日本人の大発見① 養殖真珠を日本の特産品にした「真珠王」・御木本幸吉
今日、多くの観光客で賑わう三重県鳥羽市も、かつては小さな漁村でした。
明治8(1875)年のある日、この静かな港に停泊していたイギリスの測量船シルバー号の甲板から、船員の喝采が巻き起こりました。さっきまで小舟に乗ってシルバー号に近づき、卵を売ろうとしていた少年が突然、狭い小舟の中にあおむけに寝そべると、足を使って器用に桶をまわし始めたのです。少年はシルバー号に招き入れられ、商売に成功しました。この少年こそ、後に「真珠王」と呼ばれる御木本幸吉です。
幸吉は、安政5(1558)年に、うどん屋の長男として生まれました。足芸披露から数年後、東京、横浜を見物した幸吉は、干しアワビや天然真珠といった志摩の特産品が、外国人に高値で買い取られていることを知りました。幸吉は帰郷後、海産物商として独立し、30歳の時に真珠商人となりました。
すでに、志摩の英虞湾では、小川小太郎、柳楢悦が真珠貝の養殖を行っており、幸吉は彼らと知己になりました。間もなく小川が亡くなると、幸吉はその事業を受け継ぎ、明治23年には柳から動物学者・箕作佳吉を紹介され、その指導を受け、貝に核を挿入して真珠を養殖する実験を始めました。
途方もない夢を追う幸吉に対し、「あれは大山師だ」と地元の漁師たちはささやきあいましたが、幸吉は意に介さず「いやぁ、おれは大海師だ」と笑い飛ばしていました。
そしてついに明治28年、相島(現在のミキモト真珠島)で実験していた貝の中から、5個の半円真珠を取り出すことに成功したのです。商才に長けた幸吉は、聞もなく事業化に着手し、明治33年のパリ万国博覧会などにも積極的に出展し、養殖真珠の価値を世界に認めさせました。
次に幸吉が目指したのは真円真珠です。試行錯誤を繰り返していた明治38年、赤潮によって、幸吉が全財産をつぎ込んだ養殖貝の大多数が死滅しました。がっくり肩を落とした幸吉が死貝を処分している時、その中に五個の真円真珠を見つけたのです。
その後も研究を重ね、目標としていた真円真珠の養殖を軌道に乗せ、意気あがる幸吉は、明治天皇にお目にかかった際、「世界中の女の首を真珠でしめてご覧にいれます」と見得を切り、周囲を慌てさせました。

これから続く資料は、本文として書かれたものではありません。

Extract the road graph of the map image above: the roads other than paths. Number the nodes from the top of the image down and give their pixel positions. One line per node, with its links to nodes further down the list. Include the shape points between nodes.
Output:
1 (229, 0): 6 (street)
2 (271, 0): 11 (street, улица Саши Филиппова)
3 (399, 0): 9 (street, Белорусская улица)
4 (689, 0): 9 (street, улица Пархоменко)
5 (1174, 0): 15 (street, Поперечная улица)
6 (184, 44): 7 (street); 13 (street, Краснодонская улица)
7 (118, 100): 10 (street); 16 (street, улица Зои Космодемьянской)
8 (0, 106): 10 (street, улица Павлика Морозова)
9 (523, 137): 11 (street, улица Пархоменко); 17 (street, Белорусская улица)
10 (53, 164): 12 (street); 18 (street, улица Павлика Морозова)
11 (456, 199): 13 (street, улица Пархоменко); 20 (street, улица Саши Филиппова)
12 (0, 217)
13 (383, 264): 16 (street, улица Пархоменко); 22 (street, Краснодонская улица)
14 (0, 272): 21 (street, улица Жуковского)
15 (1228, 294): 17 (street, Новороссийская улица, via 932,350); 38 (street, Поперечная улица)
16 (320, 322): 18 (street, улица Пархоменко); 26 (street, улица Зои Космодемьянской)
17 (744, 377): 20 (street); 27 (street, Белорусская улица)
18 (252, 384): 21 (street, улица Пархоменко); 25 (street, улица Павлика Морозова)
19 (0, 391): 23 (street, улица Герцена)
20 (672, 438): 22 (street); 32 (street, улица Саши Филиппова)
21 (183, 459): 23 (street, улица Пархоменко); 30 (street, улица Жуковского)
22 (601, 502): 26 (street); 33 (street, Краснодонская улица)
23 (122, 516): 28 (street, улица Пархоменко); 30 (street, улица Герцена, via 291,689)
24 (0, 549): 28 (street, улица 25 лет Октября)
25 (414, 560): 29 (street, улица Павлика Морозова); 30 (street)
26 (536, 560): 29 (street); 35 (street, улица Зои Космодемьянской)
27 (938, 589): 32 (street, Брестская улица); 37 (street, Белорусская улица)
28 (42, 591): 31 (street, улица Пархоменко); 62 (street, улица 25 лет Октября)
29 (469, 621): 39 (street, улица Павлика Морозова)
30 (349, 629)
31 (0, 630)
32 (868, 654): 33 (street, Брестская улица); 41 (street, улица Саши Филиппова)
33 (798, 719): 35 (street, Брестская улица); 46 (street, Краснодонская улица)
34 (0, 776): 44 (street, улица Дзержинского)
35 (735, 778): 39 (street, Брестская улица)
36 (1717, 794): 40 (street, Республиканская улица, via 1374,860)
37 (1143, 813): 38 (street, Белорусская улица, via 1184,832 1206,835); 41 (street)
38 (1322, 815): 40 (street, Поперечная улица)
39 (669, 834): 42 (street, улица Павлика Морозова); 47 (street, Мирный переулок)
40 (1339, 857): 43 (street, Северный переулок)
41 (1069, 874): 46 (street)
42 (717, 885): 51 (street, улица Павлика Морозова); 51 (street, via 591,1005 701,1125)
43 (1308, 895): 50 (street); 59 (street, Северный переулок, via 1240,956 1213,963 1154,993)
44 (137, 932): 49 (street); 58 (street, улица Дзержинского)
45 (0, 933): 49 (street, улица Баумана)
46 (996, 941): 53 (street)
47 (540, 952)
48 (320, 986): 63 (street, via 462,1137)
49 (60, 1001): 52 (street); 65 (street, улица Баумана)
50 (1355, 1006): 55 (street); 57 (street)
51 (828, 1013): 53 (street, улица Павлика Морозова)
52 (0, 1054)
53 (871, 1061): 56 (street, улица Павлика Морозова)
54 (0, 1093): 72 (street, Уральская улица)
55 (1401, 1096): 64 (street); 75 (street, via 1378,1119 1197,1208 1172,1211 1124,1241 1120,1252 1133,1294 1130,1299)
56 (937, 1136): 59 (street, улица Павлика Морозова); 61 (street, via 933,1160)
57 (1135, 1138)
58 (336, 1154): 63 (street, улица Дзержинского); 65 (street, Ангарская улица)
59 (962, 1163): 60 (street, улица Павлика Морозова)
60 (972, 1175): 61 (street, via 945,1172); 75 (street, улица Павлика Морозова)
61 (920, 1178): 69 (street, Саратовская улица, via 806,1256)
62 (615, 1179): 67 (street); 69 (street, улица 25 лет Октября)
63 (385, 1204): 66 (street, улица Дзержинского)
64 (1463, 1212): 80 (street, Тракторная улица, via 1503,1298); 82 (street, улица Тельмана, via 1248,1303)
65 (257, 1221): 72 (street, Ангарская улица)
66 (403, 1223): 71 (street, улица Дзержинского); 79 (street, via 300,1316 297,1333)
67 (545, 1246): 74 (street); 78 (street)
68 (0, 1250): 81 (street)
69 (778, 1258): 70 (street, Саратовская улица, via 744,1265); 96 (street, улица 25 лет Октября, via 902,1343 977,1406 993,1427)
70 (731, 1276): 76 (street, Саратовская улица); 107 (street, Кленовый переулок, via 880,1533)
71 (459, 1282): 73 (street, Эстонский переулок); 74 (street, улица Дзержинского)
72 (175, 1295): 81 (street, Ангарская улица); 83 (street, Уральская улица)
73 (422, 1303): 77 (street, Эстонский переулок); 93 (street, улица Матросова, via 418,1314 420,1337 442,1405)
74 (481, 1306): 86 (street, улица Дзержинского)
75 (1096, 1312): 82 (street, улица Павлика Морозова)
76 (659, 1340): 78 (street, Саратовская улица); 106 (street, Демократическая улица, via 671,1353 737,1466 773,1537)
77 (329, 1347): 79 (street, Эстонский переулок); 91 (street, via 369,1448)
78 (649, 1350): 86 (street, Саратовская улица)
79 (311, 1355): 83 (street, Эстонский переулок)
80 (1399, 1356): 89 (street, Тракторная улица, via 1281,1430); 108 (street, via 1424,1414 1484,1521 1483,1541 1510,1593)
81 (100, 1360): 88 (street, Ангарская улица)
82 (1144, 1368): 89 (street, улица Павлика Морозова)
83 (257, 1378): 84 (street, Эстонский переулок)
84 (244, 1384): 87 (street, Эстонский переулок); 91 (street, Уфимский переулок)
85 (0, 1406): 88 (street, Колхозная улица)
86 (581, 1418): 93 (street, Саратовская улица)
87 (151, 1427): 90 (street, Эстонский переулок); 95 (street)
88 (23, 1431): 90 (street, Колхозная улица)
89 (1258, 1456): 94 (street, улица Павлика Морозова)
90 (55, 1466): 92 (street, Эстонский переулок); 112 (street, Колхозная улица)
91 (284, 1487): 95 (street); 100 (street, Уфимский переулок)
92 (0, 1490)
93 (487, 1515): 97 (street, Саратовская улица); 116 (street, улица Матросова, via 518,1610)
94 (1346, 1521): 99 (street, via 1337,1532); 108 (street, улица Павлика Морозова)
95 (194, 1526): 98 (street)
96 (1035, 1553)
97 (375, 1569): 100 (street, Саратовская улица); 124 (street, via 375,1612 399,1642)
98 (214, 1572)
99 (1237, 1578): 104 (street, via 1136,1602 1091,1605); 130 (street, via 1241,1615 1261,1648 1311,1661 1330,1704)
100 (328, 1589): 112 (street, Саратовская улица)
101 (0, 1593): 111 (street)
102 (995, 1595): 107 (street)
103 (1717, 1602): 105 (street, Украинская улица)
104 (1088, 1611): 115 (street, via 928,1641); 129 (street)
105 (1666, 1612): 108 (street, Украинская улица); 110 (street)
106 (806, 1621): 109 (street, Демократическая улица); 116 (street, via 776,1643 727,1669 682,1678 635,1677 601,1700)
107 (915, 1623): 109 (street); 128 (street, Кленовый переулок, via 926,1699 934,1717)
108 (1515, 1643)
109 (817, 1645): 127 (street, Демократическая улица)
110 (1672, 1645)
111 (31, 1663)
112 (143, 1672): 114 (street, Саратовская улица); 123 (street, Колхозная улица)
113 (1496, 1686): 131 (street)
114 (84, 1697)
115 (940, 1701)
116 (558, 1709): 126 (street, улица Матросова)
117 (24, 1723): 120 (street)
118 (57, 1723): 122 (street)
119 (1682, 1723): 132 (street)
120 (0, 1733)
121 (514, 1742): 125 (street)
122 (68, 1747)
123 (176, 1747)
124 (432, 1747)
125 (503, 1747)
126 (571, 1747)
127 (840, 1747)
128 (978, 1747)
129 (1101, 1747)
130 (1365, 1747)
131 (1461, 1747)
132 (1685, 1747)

大正8(1919)年、幸吉の手になる養殖真円真珠がロンドン市場で売りに出されると、イギリスの宝石商から「模造品だ」との批判が出ました。反日的なマスコミがそれをあおり立てるのを見た幸吉は、真珠市場の中心であったフランスで訴訟を起こし、「養殖真珠は天然真珠に劣らない」という評価を勝ち取りました。
養殖真珠の品質を維持するため、採取量の5分の1しか市場に出さなかった幸吉でしたが、昭和に入って、同業者が粗悪品を出荷するようになり、海外市場での評判が落ちました。これを見た幸吉は、昭和7(1932)年、外国人が多い神戸の街で、100㎏以上の不合格真珠を火葬するというパフォーマンスを行い、日本産真珠の信用回復に努力しました。
真珠とともに生きた幸吉は、昭和29年、96歳の天寿をまっとうしました。彼の功績を伝えるミキモト真珠島は、鳥羽市の観光名所の中心となっています。